I sneaked to my room, changing into a pair of clothes that I work out in, and then to the basement. The basement held nothing but my punching bag, a desk with a missing leg that held the pile of towels and other things I kept down here, and an old couch I find myself sleeping on more often then my bed. I wrapped my hands with blue gauze and slipped on my white gloves.
I took my stance at the punching bag; my feet apart, my knees bent slightly and turned to the right a bit while my upper body twists to face the bag. My hands punch at the bag, twisting my hips and stomach each time to add power to the hit.
Jab, cross, hook, cross.
Repeat.
Jab, cross, hook, cross.
Repeat!
Jab, cross, hook, cross!
Each hit became less powerful in strength and more powerful in rage, until I had tears running down my cheeks. My arms started to feel weak and shaky. I walked over and sat against the wall, my knees pulled against my chest with my arms crossed over and my face buried so my tears could never see the surface. It was the first time I cried since my parents told me the truth, roughly two weeks ago. And now I couldn't help but replay everything that had happened at the arena.

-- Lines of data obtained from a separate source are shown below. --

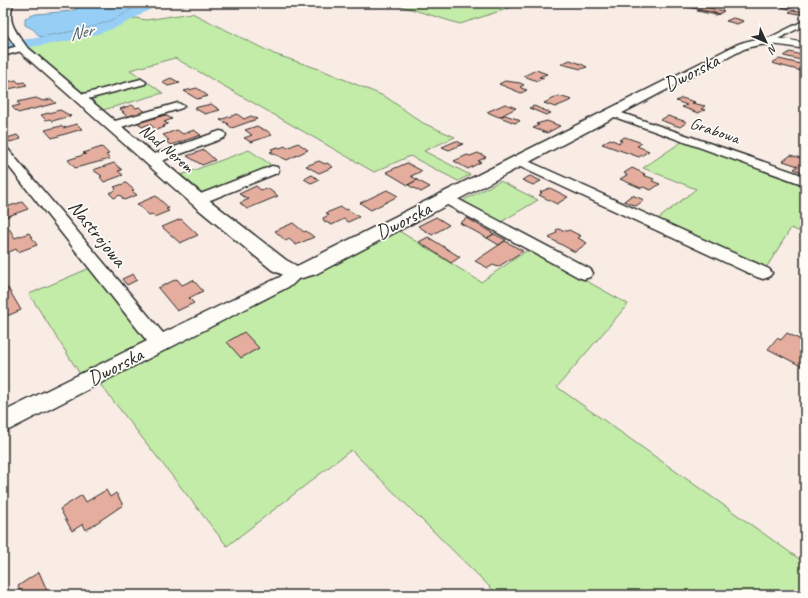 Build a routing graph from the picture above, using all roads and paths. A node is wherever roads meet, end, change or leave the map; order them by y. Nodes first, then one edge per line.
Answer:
1 (8, 3) edge
2 (3, 14) edge
3 (805, 22) edge
4 (769, 40) junction
5 (20, 46) junction
6 (805, 46) edge
7 (3, 53) edge
8 (141, 82) dead end
9 (80, 98) junction
10 (178, 106) dead end
11 (613, 113) junction
12 (112, 126) junction
13 (220, 135) dead end
14 (3, 151) edge
15 (151, 160) junction
16 (519, 161) junction
17 (272, 170) dead end
18 (805, 181) edge
19 (446, 198) junction
20 (198, 200) junction
21 (295, 273) junction
22 (763, 273) dead end
23 (584, 274) dead end
24 (160, 343) junction
25 (3, 423) edge

1 - 2 street
2 - 5 street, Nad Nerem
3 - 4 street, Dworska
4 - 6 street
4 - 11 street, Dworska
5 - 7 street
5 - 9 street, Nad Nerem
8 - 9 street
9 - 12 street, Nad Nerem
10 - 12 street
11 - 16 street, Dworska
11 - 18 street, Grabowa
12 - 15 street, Nad Nerem
13 - 15 street
14 - 24 street, Nastrojowa
15 - 20 street, Nad Nerem
16 - 19 street, Dworska
16 - 22 street
17 - 20 street
19 - 21 street, Dworska
19 - 23 street
20 - 21 street, Nad Nerem
21 - 24 street, Dworska
24 - 25 street, Dworska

Things I could have said. Things I should have said. Now the only real family I have thinks I'm a liar. I would have thought that too. I'll never get the chance to talk to my real siblings now, and ask them what our parents were like. If I looked like them, sounded like them, or resembled them in any other way. Mako, Bolin, I pleaded mentally, the last of my tears coming as I let out a small whimper, Please let me talk to you.
I must have fallen asleep, because the next thing I knew I was laying on the concrete floor, my hands under my head. The side of my face was red and cold from the floor, and I rubbed my cheek. What time was it? As I moved to stand, my body ached from the long run last night. My thoughts immediately flickered to what happened at the arena. I should go see Bolin eventually. Mako won't listen to me, but Bolin might.
The door opened, and my Mother's head poked in. "Shai? Are you awake?"
I groaned. "Yeah, I'm up. Why?"
"Well, some people stopped by to see you." Something in her voice was off.
Walking up the stairs, I asked, "Who?"
My Mother's face was tense with worry. "Bolin and Avatar Korra."